Let’s preface with a few simple facts:
- Bunnies unlike cats do NOT spread toxoplasmosis; so they are safe to handle during pregnancy and nursing.
- Bunnies are very easily litter trained (just clean their box once every 2 days a 15 minute commitment!)
- Bunnies need time commitment, but that not as active company as most dogs and some cats do; for starters, they don’t need to be walked outside.
- Bunny shedding is not specially harmful to humans (in normal non-allergic circumstances), in fact it’s more harmful to the buns themselves, if they ingest the hair than to us. (Easy combat measure: Quick, regular vacuuming)
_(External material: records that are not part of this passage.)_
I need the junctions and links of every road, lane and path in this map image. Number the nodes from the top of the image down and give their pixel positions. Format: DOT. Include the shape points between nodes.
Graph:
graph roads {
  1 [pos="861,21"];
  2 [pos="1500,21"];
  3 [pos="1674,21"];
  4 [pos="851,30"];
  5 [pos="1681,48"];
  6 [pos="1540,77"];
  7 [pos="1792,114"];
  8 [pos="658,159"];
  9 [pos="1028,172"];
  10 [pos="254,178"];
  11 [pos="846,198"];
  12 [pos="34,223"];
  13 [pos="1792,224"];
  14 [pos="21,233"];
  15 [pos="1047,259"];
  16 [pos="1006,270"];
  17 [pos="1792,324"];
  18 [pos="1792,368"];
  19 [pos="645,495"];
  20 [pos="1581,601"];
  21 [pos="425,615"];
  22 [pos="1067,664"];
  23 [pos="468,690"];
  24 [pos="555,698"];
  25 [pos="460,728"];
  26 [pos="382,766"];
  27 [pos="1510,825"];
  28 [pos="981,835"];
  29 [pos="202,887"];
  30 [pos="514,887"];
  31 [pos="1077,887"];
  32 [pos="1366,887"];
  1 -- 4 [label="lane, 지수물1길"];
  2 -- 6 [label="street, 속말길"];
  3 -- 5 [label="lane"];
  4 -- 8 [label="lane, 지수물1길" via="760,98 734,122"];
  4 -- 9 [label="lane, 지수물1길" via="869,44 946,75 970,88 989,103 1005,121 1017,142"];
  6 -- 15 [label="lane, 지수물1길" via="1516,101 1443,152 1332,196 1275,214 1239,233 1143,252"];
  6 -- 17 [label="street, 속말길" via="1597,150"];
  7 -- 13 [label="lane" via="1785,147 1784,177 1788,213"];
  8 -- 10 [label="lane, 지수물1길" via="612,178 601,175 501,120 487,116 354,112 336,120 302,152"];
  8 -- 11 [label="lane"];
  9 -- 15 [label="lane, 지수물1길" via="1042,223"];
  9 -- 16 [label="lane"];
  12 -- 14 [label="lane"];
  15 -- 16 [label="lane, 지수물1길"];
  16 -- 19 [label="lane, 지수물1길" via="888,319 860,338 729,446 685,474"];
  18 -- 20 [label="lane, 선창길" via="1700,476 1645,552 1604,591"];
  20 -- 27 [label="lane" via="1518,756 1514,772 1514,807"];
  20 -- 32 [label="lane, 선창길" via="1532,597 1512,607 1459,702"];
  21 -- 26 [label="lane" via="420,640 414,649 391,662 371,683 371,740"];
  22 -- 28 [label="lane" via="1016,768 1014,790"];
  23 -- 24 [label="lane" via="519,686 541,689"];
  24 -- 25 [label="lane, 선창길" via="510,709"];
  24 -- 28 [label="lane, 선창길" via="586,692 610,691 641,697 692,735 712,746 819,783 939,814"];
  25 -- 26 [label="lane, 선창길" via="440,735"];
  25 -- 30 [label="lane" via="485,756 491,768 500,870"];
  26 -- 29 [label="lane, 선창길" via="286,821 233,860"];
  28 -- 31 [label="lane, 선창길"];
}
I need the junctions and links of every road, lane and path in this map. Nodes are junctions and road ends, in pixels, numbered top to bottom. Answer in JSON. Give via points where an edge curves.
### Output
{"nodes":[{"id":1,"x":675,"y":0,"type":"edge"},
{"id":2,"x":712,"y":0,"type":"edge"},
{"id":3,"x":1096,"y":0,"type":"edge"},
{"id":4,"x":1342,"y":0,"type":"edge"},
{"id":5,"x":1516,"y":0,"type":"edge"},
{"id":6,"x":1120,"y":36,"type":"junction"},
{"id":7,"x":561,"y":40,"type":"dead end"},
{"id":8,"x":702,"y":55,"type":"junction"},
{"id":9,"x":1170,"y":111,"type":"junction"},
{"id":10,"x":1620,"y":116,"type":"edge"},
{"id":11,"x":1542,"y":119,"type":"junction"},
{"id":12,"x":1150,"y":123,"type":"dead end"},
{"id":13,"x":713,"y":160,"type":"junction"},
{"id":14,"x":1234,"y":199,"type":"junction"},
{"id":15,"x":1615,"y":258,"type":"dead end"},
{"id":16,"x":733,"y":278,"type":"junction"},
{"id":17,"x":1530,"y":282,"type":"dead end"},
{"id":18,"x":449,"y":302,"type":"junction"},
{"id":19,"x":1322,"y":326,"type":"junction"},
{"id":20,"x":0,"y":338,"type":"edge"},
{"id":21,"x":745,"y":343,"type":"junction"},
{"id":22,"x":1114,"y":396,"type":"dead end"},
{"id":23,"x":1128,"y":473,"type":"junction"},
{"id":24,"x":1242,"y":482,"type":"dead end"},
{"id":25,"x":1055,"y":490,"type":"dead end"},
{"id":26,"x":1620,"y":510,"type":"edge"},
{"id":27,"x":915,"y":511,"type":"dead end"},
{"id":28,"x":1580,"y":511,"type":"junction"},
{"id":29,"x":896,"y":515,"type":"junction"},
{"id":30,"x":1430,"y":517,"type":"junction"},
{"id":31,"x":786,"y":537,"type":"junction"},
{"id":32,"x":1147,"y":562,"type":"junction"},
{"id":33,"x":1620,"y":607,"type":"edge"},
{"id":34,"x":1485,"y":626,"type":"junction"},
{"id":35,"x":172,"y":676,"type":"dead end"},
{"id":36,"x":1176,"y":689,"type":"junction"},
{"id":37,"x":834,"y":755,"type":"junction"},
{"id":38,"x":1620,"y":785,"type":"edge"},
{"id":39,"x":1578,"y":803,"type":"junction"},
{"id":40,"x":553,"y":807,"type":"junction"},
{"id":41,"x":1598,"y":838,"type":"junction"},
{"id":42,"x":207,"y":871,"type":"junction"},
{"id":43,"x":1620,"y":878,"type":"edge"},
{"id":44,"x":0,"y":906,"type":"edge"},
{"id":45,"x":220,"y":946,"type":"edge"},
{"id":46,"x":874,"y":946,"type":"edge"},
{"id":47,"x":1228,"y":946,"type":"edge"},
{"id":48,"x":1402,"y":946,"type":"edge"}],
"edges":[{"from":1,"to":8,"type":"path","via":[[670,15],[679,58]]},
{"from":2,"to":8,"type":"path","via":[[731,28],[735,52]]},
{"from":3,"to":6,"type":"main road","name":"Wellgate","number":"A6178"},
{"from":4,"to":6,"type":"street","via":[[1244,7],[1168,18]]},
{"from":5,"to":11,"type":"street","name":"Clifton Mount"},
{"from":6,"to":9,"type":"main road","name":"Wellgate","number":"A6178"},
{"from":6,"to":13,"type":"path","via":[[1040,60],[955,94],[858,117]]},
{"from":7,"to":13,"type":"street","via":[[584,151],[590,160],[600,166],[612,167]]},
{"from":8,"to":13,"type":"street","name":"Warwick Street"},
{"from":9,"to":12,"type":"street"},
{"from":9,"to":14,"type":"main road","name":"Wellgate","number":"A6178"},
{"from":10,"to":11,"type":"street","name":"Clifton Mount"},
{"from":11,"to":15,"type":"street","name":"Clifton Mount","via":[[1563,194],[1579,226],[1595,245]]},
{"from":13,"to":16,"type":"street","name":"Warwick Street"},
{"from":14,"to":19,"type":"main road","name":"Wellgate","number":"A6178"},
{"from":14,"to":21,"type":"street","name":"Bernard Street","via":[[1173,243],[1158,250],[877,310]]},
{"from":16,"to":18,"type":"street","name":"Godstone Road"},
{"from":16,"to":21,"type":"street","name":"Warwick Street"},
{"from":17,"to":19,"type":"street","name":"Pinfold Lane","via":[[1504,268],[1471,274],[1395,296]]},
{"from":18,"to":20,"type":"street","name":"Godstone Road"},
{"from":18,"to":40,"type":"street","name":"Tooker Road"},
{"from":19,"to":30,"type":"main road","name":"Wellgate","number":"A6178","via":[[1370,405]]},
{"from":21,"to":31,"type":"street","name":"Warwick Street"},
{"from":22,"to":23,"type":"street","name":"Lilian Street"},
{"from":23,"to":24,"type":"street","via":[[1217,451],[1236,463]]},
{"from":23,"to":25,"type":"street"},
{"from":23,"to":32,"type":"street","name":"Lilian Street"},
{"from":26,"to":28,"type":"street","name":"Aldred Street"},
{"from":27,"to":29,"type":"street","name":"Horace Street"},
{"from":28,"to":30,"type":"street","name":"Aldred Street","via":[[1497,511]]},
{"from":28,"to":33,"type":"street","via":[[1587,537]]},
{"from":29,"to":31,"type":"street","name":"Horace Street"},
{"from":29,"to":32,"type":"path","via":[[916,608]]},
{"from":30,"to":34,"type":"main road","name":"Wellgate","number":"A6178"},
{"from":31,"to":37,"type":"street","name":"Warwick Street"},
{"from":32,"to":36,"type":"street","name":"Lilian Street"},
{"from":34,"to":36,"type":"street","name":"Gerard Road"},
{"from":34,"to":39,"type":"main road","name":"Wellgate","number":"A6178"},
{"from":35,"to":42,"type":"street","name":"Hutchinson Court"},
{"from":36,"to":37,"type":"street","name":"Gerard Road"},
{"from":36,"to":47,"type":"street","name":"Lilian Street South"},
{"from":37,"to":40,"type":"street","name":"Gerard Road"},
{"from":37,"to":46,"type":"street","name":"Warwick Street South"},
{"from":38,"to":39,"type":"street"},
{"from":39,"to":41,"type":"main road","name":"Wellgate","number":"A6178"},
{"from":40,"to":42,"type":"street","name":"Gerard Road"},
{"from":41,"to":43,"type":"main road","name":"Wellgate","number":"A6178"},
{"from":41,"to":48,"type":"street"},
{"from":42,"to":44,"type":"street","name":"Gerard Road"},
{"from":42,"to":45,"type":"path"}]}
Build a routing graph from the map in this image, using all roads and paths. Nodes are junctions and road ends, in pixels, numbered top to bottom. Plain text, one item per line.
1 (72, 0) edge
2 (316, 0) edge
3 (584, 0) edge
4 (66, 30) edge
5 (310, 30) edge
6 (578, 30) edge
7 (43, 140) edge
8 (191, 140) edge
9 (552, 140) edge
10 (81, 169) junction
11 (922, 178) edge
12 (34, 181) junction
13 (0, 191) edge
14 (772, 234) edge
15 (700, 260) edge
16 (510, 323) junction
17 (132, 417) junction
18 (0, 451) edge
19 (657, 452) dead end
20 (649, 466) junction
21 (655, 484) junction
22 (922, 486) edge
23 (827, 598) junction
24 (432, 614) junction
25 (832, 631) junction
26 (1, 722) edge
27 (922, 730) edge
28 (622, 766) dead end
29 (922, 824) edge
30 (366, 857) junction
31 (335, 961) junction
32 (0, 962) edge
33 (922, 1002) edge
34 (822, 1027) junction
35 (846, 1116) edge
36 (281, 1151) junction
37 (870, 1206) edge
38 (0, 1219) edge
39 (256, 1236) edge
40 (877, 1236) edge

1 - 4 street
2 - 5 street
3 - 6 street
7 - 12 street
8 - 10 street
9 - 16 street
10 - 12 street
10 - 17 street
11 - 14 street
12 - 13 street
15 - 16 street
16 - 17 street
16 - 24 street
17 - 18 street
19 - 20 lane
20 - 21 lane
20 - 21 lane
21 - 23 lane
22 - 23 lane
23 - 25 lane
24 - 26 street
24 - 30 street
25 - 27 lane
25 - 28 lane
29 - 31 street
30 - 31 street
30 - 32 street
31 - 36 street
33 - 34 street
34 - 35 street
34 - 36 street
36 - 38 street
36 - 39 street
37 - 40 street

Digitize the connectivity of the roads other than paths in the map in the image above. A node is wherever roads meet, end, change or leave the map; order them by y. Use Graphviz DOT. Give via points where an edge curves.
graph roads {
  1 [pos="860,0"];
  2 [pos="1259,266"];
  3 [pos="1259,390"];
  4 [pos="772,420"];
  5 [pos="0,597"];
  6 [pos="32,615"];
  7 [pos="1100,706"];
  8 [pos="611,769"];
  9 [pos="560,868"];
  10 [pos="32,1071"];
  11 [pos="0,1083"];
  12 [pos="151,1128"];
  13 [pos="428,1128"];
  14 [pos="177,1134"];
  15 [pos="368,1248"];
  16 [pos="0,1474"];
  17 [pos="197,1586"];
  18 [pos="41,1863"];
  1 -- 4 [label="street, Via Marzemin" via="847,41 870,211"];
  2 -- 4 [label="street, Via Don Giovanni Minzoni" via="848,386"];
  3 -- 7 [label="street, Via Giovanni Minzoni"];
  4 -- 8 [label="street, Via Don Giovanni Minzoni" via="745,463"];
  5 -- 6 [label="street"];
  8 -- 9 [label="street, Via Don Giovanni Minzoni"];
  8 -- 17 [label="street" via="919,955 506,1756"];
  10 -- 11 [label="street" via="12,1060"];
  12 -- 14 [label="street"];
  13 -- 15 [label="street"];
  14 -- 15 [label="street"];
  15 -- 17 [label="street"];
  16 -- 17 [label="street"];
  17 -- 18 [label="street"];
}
- Bunnies wouldn’t attack a baby out of jealousy or territorial feeling (male bunnies attack other male bunnies but no known inter-species hate)
- Kids and toddlers need to be trained on handling bunnies, not the other way round
- Bunnies are relatively more contained than dogs or cats and most bunnies love the security of their cage for nap/ rest, eating and potty time.
Assuming that as a prior bunny owner, you already know what goes into caring for a bunny. Besides, food and shelter and the preliminary physical needs, I always profess abundant (2-5 hours at least) of passive company; whereby the bunny plays outside its pen or cage with humans in the room/ bunny space. That way they can come to you if they want to. Some bunnies like more active company and play, most don’t. Different personalities–just like people! So really depending on your bunny and the area, you could be reading/ watching TV/ eating/ fiddling with your phone/ clean the house while they play around you and enjoy your company. Of my 2 bunnies, one is more destructive and the other absolutely the opposite. So if your bunny is very destructive, my recommendation is to be more watchful and protect your books and wiring, but I don’t constantly need to run after her. My favorite things to do while I’m hanging out with them– my morning stretches, yoga, reading, working on a un-wired charged computer 🙂
How does having a infant/ toddler change things? My guess, firstly, is that you’d be busier than you are now; but you know your lifestyle and plans the best. So maybe you’d be able to spend a couple hours in the bunny area, within a few weeks/ month of having your baby? Maybe your partner or family member can fill in that void, if you can’t? Maybe the 5 hours is too much to ask, but is 1-2 hours doable in 30 minute phases?
Please note a big change in routine throws everyone off, but if gradually introduced, bunnies adapt pretty quickly.
Bunnies are great pets for growing families, when adults are the key-caretakers. Bunnies are nice, if anything, passive to kids and relatively easy to manage. However, I strongly believe bunnies are not gifts for kids, or pets for kids. Adult supervision is necessary at all times. And, kids need to learn proper handling. They need to learn to be respectful and kind to these very fragile but dignified fluffy friends.
In my opinion, bunnies who come into a family before the baby, gets time to acclimatize with its surroundings so the introduction of a baby does not throw it off. So I wouldn’t worry about behavioral problems or stress acting out, unlike a territorial dog or stressed out cat. But again, gradual change of routine, if any, is always helpful and proves more successful in long-term stability of the bunny and the baby’s bonding.
PS: As a first time expectant mom (to a human baby) and mother to 2 bunnies and a dog, the idea of peaceful and happy inter-species coexistence of is top-of-mind. While I haven’t actually held a baby in one hand and the bunnies and dogs in the other…. yet, I am reading, watching, asking and learning constantly. Because there is very little I want more than my 4 kids to be healthy, happy and peaceful together. If I am missing something, let me know, I’m all ears.